§ Aim of the task
The answer must be an exact copy of every entry.

§ Stored data
--- START ---

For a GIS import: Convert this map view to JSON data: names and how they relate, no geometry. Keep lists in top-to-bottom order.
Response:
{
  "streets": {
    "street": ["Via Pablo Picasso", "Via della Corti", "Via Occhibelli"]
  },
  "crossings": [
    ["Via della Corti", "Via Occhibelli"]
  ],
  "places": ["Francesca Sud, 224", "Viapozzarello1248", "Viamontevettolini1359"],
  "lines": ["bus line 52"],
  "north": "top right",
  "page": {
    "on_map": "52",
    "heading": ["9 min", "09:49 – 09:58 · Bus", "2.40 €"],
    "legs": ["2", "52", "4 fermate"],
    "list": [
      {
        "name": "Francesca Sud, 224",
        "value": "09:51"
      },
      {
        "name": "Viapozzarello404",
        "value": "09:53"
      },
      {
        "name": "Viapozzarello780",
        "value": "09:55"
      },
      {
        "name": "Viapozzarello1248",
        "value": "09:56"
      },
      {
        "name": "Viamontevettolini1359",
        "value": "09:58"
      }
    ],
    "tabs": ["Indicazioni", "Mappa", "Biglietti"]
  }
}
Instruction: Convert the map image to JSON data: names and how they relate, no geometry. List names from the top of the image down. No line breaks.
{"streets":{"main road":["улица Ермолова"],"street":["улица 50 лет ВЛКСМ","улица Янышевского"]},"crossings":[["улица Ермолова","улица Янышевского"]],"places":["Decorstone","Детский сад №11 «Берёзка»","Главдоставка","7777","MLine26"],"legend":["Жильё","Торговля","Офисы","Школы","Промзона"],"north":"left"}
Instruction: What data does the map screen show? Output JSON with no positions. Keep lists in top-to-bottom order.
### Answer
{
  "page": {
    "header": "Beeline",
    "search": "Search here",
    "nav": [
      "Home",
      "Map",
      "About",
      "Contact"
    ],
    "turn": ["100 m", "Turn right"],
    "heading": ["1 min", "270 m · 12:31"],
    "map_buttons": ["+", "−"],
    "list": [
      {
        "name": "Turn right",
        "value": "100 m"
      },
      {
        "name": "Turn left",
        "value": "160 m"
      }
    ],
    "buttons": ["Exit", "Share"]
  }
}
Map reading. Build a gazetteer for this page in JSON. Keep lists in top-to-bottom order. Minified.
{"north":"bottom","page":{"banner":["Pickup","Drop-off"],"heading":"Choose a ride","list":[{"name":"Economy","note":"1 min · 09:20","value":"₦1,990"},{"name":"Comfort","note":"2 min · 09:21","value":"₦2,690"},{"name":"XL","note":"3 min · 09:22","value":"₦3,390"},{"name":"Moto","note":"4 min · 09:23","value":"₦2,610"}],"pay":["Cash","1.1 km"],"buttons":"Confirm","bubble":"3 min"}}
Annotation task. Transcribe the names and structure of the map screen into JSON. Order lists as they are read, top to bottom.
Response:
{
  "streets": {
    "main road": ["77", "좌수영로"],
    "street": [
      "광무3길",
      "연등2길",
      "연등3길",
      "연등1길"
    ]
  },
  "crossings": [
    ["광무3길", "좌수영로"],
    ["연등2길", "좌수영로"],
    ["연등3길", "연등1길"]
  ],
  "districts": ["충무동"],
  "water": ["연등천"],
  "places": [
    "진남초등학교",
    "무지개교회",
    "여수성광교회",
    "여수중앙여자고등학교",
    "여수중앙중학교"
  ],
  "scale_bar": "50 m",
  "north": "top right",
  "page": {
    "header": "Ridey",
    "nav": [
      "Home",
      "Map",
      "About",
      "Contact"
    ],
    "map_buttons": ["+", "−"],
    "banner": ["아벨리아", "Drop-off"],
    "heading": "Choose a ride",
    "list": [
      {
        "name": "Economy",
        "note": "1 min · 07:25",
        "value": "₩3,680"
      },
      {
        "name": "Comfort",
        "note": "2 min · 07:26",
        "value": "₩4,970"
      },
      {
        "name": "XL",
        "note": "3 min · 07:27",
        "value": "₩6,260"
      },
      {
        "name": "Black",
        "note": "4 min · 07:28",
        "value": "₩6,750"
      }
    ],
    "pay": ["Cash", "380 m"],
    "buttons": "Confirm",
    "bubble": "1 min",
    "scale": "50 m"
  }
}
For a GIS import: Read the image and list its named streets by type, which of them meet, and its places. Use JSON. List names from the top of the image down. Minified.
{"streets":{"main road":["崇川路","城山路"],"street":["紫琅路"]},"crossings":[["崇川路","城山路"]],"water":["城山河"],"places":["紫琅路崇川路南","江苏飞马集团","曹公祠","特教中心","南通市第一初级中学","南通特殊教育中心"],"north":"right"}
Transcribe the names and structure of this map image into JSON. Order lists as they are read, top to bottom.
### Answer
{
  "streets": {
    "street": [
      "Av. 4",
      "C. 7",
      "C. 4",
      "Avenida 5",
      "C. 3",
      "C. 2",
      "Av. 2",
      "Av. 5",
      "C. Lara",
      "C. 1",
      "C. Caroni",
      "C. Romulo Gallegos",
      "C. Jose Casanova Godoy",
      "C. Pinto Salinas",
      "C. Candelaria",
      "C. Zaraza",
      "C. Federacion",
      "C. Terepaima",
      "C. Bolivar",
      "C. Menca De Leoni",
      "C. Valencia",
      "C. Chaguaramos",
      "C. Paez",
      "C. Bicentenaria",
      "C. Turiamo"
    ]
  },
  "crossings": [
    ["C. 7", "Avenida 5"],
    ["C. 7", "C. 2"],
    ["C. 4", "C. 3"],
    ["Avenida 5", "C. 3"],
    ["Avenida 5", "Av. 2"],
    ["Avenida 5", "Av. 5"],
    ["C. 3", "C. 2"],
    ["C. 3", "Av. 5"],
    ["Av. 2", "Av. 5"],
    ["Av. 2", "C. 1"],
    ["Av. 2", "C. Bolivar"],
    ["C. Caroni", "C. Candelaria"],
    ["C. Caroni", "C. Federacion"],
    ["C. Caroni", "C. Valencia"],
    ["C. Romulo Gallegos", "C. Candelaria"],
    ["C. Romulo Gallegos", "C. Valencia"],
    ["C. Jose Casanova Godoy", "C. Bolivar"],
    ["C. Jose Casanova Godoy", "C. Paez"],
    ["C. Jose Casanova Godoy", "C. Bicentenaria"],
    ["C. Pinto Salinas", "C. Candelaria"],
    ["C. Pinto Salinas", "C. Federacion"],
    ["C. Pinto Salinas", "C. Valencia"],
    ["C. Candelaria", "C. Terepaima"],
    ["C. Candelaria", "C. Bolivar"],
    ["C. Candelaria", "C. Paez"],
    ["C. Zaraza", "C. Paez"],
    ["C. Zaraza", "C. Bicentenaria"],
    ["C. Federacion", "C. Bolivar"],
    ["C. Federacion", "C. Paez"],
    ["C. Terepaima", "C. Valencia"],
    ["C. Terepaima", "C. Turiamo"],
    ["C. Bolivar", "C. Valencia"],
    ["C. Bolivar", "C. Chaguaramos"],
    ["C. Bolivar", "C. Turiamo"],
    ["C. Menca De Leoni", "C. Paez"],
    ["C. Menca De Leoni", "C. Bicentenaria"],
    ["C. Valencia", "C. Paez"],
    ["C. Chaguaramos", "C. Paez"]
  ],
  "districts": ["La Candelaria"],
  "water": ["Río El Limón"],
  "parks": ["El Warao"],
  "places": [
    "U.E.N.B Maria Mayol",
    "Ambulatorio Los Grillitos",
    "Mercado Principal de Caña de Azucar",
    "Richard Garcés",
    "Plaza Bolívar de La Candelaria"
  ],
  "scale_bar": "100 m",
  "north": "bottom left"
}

--- END ---

§ Task result
For a GIS import: Convert this map view to JSON data: names and how they relate, no geometry. Keep lists in top-to-bottom order.
Response:
{
  "streets": {
    "street": ["Via Pablo Picasso", "Via della Corti", "Via Occhibelli"]
  },
  "crossings": [
    ["Via della Corti", "Via Occhibelli"]
  ],
  "places": ["Francesca Sud, 224", "Viapozzarello1248", "Viamontevettolini1359"],
  "lines": ["bus line 52"],
  "north": "top right",
  "page": {
    "on_map": "52",
    "heading": ["9 min", "09:49 – 09:58 · Bus", "2.40 €"],
    "legs": ["2", "52", "4 fermate"],
    "list": [
      {
        "name": "Francesca Sud, 224",
        "value": "09:51"
      },
      {
        "name": "Viapozzarello404",
        "value": "09:53"
      },
      {
        "name": "Viapozzarello780",
        "value": "09:55"
      },
      {
        "name": "Viapozzarello1248",
        "value": "09:56"
      },
      {
        "name": "Viamontevettolini1359",
        "value": "09:58"
      }
    ],
    "tabs": ["Indicazioni", "Mappa", "Biglietti"]
  }
}
Instruction: Convert the map image to JSON data: names and how they relate, no geometry. List names from the top of the image down. No line breaks.
{"streets":{"main road":["улица Ермолова"],"street":["улица 50 лет ВЛКСМ","улица Янышевского"]},"crossings":[["улица Ермолова","улица Янышевского"]],"places":["Decorstone","Детский сад №11 «Берёзка»","Главдоставка","7777","MLine26"],"legend":["Жильё","Торговля","Офисы","Школы","Промзона"],"north":"left"}
Instruction: What data does the map screen show? Output JSON with no positions. Keep lists in top-to-bottom order.
### Answer
{
  "page": {
    "header": "Beeline",
    "search": "Search here",
    "nav": [
      "Home",
      "Map",
      "About",
      "Contact"
    ],
    "turn": ["100 m", "Turn right"],
    "heading": ["1 min", "270 m · 12:31"],
    "map_buttons": ["+", "−"],
    "list": [
      {
        "name": "Turn right",
        "value": "100 m"
      },
      {
        "name": "Turn left",
        "value": "160 m"
      }
    ],
    "buttons": ["Exit", "Share"]
  }
}
Map reading. Build a gazetteer for this page in JSON. Keep lists in top-to-bottom order. Minified.
{"north":"bottom","page":{"banner":["Pickup","Drop-off"],"heading":"Choose a ride","list":[{"name":"Economy","note":"1 min · 09:20","value":"₦1,990"},{"name":"Comfort","note":"2 min · 09:21","value":"₦2,690"},{"name":"XL","note":"3 min · 09:22","value":"₦3,390"},{"name":"Moto","note":"4 min · 09:23","value":"₦2,610"}],"pay":["Cash","1.1 km"],"buttons":"Confirm","bubble":"3 min"}}
Annotation task. Transcribe the names and structure of the map screen into JSON. Order lists as they are read, top to bottom.
Response:
{
  "streets": {
    "main road": ["77", "좌수영로"],
    "street": [
      "광무3길",
      "연등2길",
      "연등3길",
      "연등1길"
    ]
  },
  "crossings": [
    ["광무3길", "좌수영로"],
    ["연등2길", "좌수영로"],
    ["연등3길", "연등1길"]
  ],
  "districts": ["충무동"],
  "water": ["연등천"],
  "places": [
    "진남초등학교",
    "무지개교회",
    "여수성광교회",
    "여수중앙여자고등학교",
    "여수중앙중학교"
  ],
  "scale_bar": "50 m",
  "north": "top right",
  "page": {
    "header": "Ridey",
    "nav": [
      "Home",
      "Map",
      "About",
      "Contact"
    ],
    "map_buttons": ["+", "−"],
    "banner": ["아벨리아", "Drop-off"],
    "heading": "Choose a ride",
    "list": [
      {
        "name": "Economy",
        "note": "1 min · 07:25",
        "value": "₩3,680"
      },
      {
        "name": "Comfort",
        "note": "2 min · 07:26",
        "value": "₩4,970"
      },
      {
        "name": "XL",
        "note": "3 min · 07:27",
        "value": "₩6,260"
      },
      {
        "name": "Black",
        "note": "4 min · 07:28",
        "value": "₩6,750"
      }
    ],
    "pay": ["Cash", "380 m"],
    "buttons": "Confirm",
    "bubble": "1 min",
    "scale": "50 m"
  }
}
For a GIS import: Read the image and list its named streets by type, which of them meet, and its places. Use JSON. List names from the top of the image down. Minified.
{"streets":{"main road":["崇川路","城山路"],"street":["紫琅路"]},"crossings":[["崇川路","城山路"]],"water":["城山河"],"places":["紫琅路崇川路南","江苏飞马集团","曹公祠","特教中心","南通市第一初级中学","南通特殊教育中心"],"north":"right"}
Transcribe the names and structure of this map image into JSON. Order lists as they are read, top to bottom.
### Answer
{
  "streets": {
    "street": [
      "Av. 4",
      "C. 7",
      "C. 4",
      "Avenida 5",
      "C. 3",
      "C. 2",
      "Av. 2",
      "Av. 5",
      "C. Lara",
      "C. 1",
      "C. Caroni",
      "C. Romulo Gallegos",
      "C. Jose Casanova Godoy",
      "C. Pinto Salinas",
      "C. Candelaria",
      "C. Zaraza",
      "C. Federacion",
      "C. Terepaima",
      "C. Bolivar",
      "C. Menca De Leoni",
      "C. Valencia",
      "C. Chaguaramos",
      "C. Paez",
      "C. Bicentenaria",
      "C. Turiamo"
    ]
  },
  "crossings": [
    ["C. 7", "Avenida 5"],
    ["C. 7", "C. 2"],
    ["C. 4", "C. 3"],
    ["Avenida 5", "C. 3"],
    ["Avenida 5", "Av. 2"],
    ["Avenida 5", "Av. 5"],
    ["C. 3", "C. 2"],
    ["C. 3", "Av. 5"],
    ["Av. 2", "Av. 5"],
    ["Av. 2", "C. 1"],
    ["Av. 2", "C. Bolivar"],
    ["C. Caroni", "C. Candelaria"],
    ["C. Caroni", "C. Federacion"],
    ["C. Caroni", "C. Valencia"],
    ["C. Romulo Gallegos", "C. Candelaria"],
    ["C. Romulo Gallegos", "C. Valencia"],
    ["C. Jose Casanova Godoy", "C. Bolivar"],
    ["C. Jose Casanova Godoy", "C. Paez"],
    ["C. Jose Casanova Godoy", "C. Bicentenaria"],
    ["C. Pinto Salinas", "C. Candelaria"],
    ["C. Pinto Salinas", "C. Federacion"],
    ["C. Pinto Salinas", "C. Valencia"],
    ["C. Candelaria", "C. Terepaima"],
    ["C. Candelaria", "C. Bolivar"],
    ["C. Candelaria", "C. Paez"],
    ["C. Zaraza", "C. Paez"],
    ["C. Zaraza", "C. Bicentenaria"],
    ["C. Federacion", "C. Bolivar"],
    ["C. Federacion", "C. Paez"],
    ["C. Terepaima", "C. Valencia"],
    ["C. Terepaima", "C. Turiamo"],
    ["C. Bolivar", "C. Valencia"],
    ["C. Bolivar", "C. Chaguaramos"],
    ["C. Bolivar", "C. Turiamo"],
    ["C. Menca De Leoni", "C. Paez"],
    ["C. Menca De Leoni", "C. Bicentenaria"],
    ["C. Valencia", "C. Paez"],
    ["C. Chaguaramos", "C. Paez"]
  ],
  "districts": ["La Candelaria"],
  "water": ["Río El Limón"],
  "parks": ["El Warao"],
  "places": [
    "U.E.N.B Maria Mayol",
    "Ambulatorio Los Grillitos",
    "Mercado Principal de Caña de Azucar",
    "Richard Garcés",
    "Plaza Bolívar de La Candelaria"
  ],
  "scale_bar": "100 m",
  "north": "bottom left"
}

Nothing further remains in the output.